Control of Stereochemistry at the Metal Center in Planar-Chiral Cyclopentadienyl Ruthenium Complexes with Anchor Phosphine on Complexation with Salicylideneaminato Ligands

Reactions of planar-chiral cyclopentadienyl-phosphine ruthenium complexes [η5,η1-{C5H2(Me)(R)COO(CH2)2PPh2}Ru(MeCN)2][PF6] (1a, R = Me; 1b, R = Ph) with sodium salicylideneaminato (2) led to the formation of salicylideneaminato complexes (3 and 4, R = Me; 5 and 6, R = Ph) inducing metal-centered chirality with a high selectivity (up to >99% de). The diastereoselectivity of products did not depend on the substituent on aromatic ring of salicylideneaminato ligands, but upon the substituents on the cyclopentadienyl group and on nitrogen of the imino group. X-ray diffraction and NMR studies including NOE measurements revealed that the configuration of the major isomers is S Cp R Ru/R Cp S Ru.
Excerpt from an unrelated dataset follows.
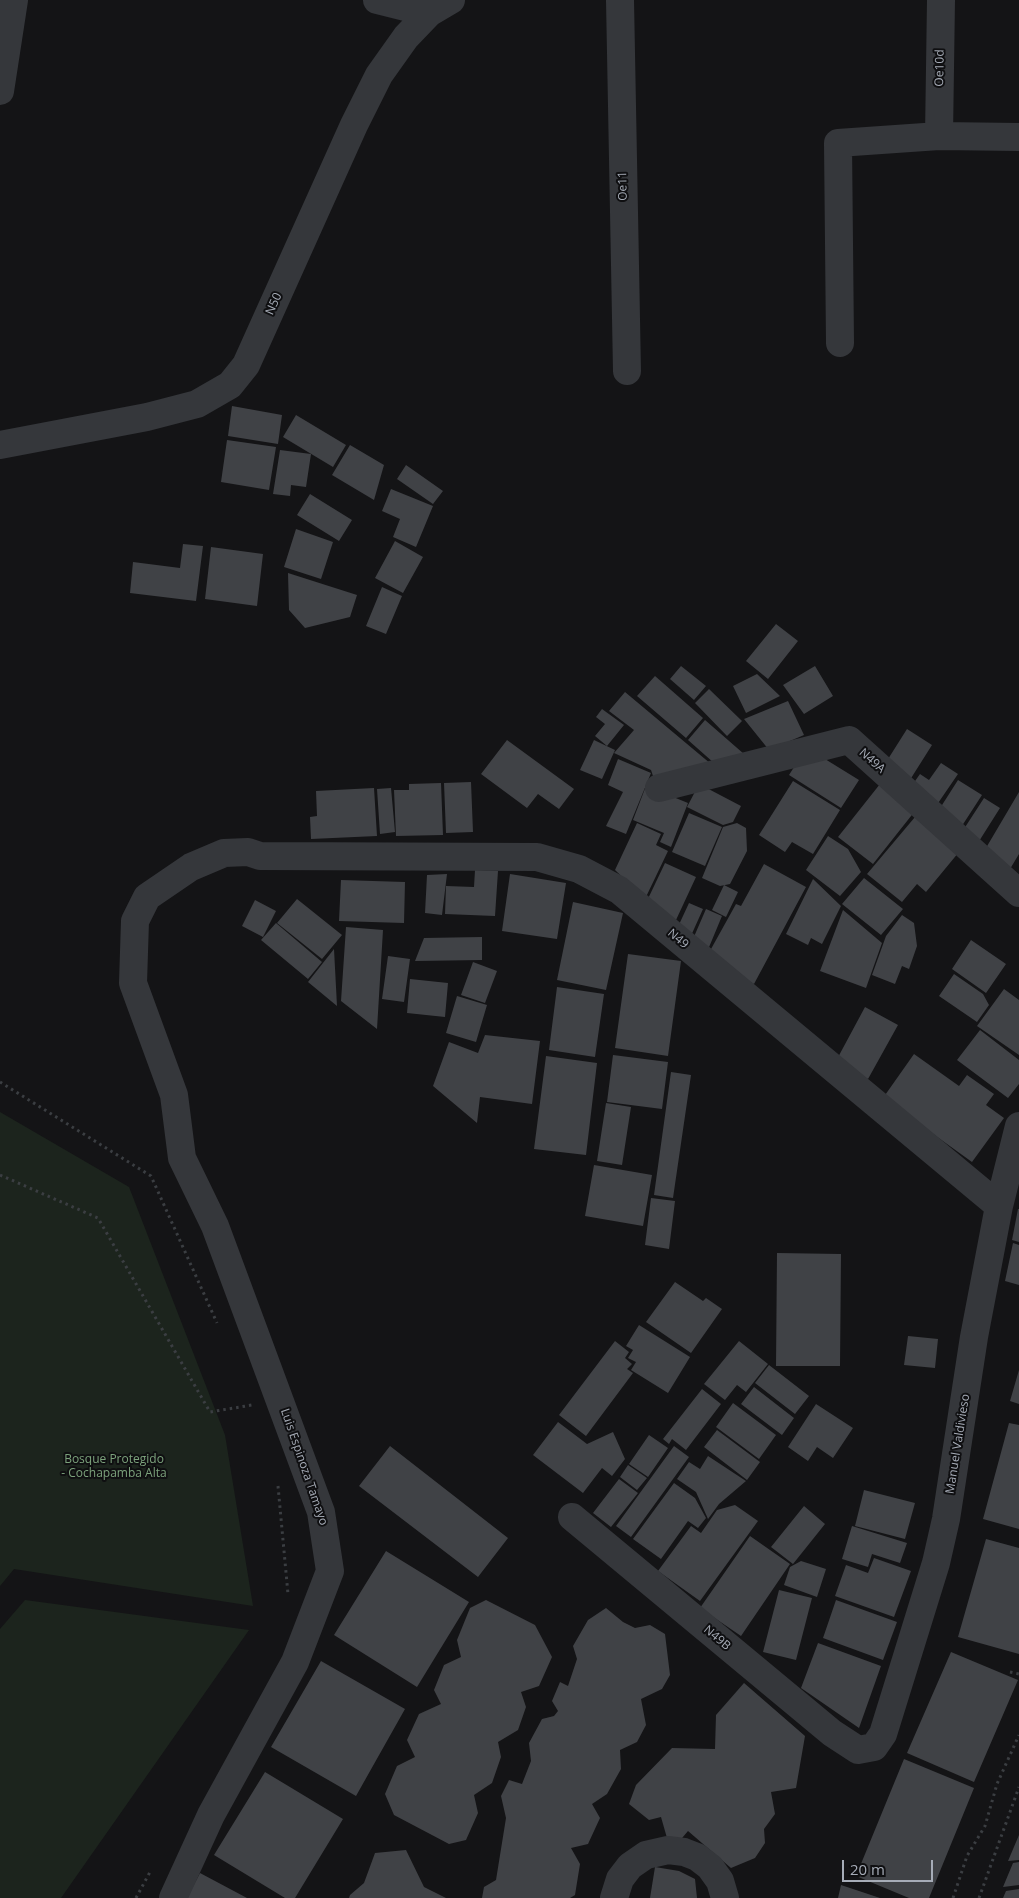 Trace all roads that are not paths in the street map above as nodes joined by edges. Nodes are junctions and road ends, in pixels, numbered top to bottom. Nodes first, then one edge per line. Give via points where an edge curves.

Similar reactions of planar-chiral cyclopentadienyl ruthenium complexes [η5-{C5H2(Me)(R)COOEt}Ru(PPh3)(MeCN)2][PF6] (7) (7a, R = Me; 7b, R = Ph) having no anchor phosphine ligands with 2 also gave salicylideneaminato complexes (8 and 9) with a low selectivity. Epimerization of a pure sample of the major product 5a into a diastereomeric mixture of 5a and 6a showed that the diastereoselectivity at the ruthenium center is governed by the difference in thermodynamic stability between 3 and 4, or 5 and 6.